▸ Task instructions:
When you write out the entries, keep every line exactly as it appears.

▸ Working data:
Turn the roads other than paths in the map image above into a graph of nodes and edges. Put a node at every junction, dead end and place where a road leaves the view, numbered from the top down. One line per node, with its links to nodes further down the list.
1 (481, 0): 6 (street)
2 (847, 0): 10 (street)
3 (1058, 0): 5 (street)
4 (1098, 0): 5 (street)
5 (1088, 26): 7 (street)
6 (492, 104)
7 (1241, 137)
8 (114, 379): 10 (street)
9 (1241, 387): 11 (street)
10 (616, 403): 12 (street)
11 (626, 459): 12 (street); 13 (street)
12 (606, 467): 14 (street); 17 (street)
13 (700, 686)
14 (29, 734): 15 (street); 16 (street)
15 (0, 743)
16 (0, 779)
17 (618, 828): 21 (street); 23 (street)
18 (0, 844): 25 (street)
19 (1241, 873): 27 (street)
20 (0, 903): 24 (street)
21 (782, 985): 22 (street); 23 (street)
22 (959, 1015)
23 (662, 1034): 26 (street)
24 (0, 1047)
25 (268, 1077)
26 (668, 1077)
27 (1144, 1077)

▸ Solution for this exercise:
Turn the roads other than paths in the map image above into a graph of nodes and edges. Put a node at every junction, dead end and place where a road leaves the view, numbered from the top down. One line per node, with its links to nodes further down the list.
1 (481, 0): 6 (street)
2 (847, 0): 10 (street)
3 (1058, 0): 5 (street)
4 (1098, 0): 5 (street)
5 (1088, 26): 7 (street)
6 (492, 104)
7 (1241, 137)
8 (114, 379): 10 (street)
9 (1241, 387): 11 (street)
10 (616, 403): 12 (street)
11 (626, 459): 12 (street); 13 (street)
12 (606, 467): 14 (street); 17 (street)
13 (700, 686)
14 (29, 734): 15 (street); 16 (street)
15 (0, 743)
16 (0, 779)
17 (618, 828): 21 (street); 23 (street)
18 (0, 844): 25 (street)
19 (1241, 873): 27 (street)
20 (0, 903): 24 (street)
21 (782, 985): 22 (street); 23 (street)
22 (959, 1015)
23 (662, 1034): 26 (street)
24 (0, 1047)
25 (268, 1077)
26 (668, 1077)
27 (1144, 1077)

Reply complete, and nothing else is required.